» Saved data entries
= Beginning of Section =
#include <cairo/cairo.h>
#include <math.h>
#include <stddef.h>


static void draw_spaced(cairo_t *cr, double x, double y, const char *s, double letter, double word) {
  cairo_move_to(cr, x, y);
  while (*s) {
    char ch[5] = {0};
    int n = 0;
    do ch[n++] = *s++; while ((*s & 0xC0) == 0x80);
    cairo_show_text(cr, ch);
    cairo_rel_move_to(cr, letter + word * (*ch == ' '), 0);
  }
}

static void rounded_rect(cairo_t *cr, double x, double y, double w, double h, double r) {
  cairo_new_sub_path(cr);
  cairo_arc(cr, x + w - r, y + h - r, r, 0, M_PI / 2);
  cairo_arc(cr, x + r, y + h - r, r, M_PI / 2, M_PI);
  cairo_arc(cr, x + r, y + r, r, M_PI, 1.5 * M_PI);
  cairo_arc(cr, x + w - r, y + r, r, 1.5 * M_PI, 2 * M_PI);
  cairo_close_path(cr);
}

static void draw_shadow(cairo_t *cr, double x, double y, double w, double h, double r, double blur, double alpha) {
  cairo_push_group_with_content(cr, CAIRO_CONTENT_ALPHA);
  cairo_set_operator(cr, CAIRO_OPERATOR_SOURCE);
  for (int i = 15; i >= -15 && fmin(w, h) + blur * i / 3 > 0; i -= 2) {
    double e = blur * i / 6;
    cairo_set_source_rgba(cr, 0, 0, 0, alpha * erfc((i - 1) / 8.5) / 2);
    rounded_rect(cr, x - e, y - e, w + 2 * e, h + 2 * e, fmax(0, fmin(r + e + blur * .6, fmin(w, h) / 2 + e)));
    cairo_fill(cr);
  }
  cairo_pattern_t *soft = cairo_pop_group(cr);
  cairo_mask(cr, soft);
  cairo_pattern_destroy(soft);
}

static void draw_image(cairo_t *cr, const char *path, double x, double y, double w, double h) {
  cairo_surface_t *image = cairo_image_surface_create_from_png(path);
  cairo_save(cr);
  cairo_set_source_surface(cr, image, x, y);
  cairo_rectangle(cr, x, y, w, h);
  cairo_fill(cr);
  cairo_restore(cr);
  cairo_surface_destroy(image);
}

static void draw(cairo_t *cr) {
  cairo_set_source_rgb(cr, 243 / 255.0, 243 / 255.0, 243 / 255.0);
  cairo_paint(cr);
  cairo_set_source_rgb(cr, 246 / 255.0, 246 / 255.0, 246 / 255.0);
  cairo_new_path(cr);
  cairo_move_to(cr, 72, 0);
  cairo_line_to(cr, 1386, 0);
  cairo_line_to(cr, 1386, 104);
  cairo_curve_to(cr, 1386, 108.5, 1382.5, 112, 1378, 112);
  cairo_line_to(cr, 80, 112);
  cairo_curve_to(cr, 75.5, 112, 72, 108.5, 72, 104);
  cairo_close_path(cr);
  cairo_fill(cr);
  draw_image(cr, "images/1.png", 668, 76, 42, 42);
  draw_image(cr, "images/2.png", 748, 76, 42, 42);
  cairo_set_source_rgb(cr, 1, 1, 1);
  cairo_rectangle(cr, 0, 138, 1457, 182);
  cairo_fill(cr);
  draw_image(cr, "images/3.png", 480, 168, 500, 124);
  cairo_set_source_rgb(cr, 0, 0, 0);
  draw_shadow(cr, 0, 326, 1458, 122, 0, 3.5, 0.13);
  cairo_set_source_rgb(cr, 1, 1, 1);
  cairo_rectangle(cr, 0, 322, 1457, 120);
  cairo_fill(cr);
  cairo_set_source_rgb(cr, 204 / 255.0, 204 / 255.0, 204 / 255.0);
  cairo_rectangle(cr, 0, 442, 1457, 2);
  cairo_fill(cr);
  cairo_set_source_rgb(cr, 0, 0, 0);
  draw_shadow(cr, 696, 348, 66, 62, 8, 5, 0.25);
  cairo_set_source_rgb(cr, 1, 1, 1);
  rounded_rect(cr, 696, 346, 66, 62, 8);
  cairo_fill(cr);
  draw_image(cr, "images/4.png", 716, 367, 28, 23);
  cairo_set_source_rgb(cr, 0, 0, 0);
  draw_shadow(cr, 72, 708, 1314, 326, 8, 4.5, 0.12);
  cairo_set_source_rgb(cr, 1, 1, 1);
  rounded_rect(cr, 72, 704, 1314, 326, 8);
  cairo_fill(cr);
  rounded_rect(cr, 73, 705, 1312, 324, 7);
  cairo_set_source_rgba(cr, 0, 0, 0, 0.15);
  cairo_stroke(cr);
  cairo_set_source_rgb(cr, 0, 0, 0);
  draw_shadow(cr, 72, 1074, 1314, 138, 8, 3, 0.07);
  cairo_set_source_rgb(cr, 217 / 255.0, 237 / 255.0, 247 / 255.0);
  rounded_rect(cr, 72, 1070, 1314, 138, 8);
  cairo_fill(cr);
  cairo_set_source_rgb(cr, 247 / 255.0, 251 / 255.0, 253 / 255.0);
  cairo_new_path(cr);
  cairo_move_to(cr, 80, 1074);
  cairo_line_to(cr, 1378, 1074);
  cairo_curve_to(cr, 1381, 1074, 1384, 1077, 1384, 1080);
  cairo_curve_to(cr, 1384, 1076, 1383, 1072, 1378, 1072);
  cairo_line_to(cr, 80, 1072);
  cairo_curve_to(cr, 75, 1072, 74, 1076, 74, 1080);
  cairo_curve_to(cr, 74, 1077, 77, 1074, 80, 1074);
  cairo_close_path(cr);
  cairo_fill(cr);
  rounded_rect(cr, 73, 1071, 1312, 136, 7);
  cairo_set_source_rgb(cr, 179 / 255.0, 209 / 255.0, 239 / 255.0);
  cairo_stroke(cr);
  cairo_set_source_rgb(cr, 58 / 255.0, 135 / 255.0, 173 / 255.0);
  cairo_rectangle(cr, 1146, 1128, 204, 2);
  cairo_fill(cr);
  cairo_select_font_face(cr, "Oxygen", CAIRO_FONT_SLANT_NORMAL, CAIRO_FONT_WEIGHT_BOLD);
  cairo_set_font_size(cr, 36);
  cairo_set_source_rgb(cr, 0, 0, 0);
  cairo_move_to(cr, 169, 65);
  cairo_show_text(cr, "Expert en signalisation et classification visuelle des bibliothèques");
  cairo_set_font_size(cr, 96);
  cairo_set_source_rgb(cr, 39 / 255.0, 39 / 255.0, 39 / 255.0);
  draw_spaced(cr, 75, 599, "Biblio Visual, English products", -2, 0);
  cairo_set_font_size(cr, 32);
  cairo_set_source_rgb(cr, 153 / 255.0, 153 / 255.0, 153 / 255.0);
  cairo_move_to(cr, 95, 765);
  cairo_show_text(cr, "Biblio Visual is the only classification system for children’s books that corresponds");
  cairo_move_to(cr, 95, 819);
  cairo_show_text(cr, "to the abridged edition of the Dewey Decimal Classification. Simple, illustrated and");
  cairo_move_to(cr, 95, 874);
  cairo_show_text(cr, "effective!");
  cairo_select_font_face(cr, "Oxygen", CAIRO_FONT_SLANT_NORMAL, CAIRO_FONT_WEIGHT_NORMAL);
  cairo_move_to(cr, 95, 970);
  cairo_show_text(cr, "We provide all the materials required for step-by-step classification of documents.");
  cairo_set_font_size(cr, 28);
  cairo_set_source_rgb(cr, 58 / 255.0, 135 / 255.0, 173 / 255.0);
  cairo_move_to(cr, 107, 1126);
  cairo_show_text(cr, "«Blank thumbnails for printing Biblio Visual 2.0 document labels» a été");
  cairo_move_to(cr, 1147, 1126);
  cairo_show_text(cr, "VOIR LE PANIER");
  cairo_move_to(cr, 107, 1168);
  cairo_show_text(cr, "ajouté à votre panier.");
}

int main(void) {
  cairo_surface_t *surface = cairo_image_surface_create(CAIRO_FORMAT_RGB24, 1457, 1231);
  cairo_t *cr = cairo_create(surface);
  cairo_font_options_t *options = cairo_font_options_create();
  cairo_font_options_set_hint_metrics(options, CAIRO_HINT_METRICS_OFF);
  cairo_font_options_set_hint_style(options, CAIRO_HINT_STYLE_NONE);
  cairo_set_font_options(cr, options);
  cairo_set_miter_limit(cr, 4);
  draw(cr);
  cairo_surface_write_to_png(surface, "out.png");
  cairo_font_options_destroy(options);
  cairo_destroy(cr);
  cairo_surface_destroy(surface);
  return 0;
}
= End of Section =
» Work task
Set down precisely the lines above between the line holding "cairo_arc(cr, x + r, y + r, r, M_PI, 1.5" and the line holding "cairo_set_operator(cr, CAIRO_OPERATOR_SOURCE);", inclusive, and nothing beyond them.

» Task result
  cairo_arc(cr, x + r, y + r, r, M_PI, 1.5 * M_PI);
  cairo_arc(cr, x + w - r, y + r, r, 1.5 * M_PI, 2 * M_PI);
  cairo_close_path(cr);
}

static void draw_shadow(cairo_t *cr, double x, double y, double w, double h, double r, double blur, double alpha) {
  cairo_push_group_with_content(cr, CAIRO_CONTENT_ALPHA);
  cairo_set_operator(cr, CAIRO_OPERATOR_SOURCE);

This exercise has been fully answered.